[Excerpts from a dataset]
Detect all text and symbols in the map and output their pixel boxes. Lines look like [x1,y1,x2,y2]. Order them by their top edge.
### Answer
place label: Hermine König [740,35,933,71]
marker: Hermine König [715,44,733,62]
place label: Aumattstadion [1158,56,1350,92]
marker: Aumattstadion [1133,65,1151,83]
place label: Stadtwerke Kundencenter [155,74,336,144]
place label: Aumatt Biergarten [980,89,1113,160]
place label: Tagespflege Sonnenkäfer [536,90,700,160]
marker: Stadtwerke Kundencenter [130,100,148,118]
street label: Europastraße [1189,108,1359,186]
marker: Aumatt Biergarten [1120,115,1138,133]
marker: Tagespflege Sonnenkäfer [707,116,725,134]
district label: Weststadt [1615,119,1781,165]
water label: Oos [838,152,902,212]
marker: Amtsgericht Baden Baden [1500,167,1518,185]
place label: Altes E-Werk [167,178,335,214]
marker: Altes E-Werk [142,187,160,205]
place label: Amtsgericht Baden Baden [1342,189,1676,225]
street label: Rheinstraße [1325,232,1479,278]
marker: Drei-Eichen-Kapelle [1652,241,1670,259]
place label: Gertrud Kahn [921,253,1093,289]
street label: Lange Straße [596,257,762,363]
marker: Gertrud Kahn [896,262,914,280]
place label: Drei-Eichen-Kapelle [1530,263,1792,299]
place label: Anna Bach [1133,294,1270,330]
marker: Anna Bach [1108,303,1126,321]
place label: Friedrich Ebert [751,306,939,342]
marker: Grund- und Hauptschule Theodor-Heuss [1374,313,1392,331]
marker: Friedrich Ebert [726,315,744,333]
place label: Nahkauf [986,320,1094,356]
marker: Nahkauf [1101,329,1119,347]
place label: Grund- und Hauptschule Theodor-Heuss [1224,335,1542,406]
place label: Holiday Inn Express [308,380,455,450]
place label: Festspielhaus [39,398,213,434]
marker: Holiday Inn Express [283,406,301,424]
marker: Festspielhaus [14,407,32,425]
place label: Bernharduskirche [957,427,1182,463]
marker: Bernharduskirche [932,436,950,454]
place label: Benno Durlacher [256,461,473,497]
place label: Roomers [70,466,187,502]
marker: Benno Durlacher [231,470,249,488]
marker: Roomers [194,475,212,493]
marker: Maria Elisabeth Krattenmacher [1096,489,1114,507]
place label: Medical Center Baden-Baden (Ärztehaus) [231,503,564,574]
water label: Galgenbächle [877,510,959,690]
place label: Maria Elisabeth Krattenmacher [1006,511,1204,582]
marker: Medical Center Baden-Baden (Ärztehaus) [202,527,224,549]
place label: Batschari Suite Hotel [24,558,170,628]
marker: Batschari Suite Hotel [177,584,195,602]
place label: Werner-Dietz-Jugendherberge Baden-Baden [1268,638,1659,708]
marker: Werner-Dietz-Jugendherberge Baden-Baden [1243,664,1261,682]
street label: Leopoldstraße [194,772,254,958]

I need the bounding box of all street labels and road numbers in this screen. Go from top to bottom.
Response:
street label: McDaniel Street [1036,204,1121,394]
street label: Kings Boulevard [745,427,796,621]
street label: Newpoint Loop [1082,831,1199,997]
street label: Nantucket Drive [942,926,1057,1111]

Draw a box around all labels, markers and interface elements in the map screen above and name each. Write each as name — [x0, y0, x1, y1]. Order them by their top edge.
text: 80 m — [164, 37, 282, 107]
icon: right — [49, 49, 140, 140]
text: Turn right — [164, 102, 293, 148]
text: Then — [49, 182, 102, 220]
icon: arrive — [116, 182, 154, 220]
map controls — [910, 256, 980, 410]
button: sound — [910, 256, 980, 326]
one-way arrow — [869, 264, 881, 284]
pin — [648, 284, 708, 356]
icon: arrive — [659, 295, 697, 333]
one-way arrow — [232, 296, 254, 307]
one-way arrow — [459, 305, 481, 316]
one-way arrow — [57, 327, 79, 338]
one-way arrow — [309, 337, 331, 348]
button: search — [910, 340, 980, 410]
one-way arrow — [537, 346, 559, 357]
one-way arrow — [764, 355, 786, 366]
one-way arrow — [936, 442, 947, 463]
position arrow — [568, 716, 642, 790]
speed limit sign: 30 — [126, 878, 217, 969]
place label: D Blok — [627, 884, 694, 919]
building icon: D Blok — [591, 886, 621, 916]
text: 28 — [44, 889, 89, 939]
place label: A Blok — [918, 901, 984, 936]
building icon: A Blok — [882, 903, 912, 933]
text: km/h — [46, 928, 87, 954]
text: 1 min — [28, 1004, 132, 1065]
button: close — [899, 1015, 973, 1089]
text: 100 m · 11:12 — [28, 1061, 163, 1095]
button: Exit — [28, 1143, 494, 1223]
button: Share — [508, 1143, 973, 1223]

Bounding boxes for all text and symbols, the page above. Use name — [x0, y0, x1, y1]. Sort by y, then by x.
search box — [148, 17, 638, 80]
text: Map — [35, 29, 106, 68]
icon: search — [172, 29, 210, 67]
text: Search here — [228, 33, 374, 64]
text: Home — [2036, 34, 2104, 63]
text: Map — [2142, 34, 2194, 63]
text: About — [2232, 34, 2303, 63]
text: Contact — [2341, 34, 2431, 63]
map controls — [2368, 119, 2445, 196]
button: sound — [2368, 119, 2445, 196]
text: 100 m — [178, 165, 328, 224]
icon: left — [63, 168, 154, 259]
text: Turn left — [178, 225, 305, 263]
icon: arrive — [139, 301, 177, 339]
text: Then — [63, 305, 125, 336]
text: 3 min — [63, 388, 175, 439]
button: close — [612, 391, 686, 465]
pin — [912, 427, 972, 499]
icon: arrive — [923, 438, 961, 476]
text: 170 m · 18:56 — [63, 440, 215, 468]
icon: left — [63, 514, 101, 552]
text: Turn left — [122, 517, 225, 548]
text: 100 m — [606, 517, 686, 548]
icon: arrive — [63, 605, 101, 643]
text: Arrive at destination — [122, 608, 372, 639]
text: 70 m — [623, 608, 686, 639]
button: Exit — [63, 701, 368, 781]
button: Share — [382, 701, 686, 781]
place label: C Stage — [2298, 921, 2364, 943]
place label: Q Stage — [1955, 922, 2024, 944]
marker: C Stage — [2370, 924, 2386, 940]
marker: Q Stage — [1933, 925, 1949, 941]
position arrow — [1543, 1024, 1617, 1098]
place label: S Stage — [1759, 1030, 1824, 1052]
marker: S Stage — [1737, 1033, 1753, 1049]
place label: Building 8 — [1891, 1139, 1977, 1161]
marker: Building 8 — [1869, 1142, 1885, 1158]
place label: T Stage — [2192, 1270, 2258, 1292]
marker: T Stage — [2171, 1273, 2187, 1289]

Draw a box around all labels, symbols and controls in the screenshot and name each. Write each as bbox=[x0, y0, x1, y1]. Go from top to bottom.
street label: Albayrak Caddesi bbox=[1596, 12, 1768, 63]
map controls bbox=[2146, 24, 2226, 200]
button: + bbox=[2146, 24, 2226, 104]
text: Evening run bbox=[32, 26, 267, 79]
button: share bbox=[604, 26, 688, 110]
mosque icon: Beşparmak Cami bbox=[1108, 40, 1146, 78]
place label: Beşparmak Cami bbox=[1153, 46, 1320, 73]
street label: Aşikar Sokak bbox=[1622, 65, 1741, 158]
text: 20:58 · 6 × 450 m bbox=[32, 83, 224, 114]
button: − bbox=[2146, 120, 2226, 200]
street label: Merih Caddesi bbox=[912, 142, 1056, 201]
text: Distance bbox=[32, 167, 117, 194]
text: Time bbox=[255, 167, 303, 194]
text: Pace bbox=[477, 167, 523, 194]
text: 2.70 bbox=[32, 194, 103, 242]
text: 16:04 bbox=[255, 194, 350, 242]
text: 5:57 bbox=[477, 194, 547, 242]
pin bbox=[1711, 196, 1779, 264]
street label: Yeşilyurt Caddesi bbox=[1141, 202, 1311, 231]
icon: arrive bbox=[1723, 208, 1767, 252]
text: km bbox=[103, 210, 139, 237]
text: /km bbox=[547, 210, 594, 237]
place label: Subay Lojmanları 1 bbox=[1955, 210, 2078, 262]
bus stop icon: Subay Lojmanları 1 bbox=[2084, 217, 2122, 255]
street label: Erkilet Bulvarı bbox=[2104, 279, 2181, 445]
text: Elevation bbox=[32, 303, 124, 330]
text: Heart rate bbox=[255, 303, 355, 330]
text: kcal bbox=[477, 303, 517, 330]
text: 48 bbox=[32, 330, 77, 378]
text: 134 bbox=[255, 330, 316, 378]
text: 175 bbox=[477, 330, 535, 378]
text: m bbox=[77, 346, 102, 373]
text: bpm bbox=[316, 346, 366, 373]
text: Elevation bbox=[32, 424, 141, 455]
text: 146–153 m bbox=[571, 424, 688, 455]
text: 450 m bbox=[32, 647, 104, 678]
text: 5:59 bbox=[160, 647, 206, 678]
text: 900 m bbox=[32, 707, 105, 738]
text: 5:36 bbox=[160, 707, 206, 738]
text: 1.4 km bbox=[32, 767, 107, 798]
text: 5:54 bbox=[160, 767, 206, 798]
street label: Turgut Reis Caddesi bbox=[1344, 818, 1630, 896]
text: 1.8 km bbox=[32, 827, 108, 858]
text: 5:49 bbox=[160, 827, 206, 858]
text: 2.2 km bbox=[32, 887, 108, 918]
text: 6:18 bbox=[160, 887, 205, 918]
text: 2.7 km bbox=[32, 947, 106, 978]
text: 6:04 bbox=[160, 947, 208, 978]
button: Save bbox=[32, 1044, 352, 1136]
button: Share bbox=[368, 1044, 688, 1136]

> [AIM OF THE EXERCISE]: Search the data above and return each line in which "Hotel" occurs.

> [RESPONSE]:
place label: Batschari Suite Hotel [24,558,170,628]
marker: Batschari Suite Hotel [177,584,195,602]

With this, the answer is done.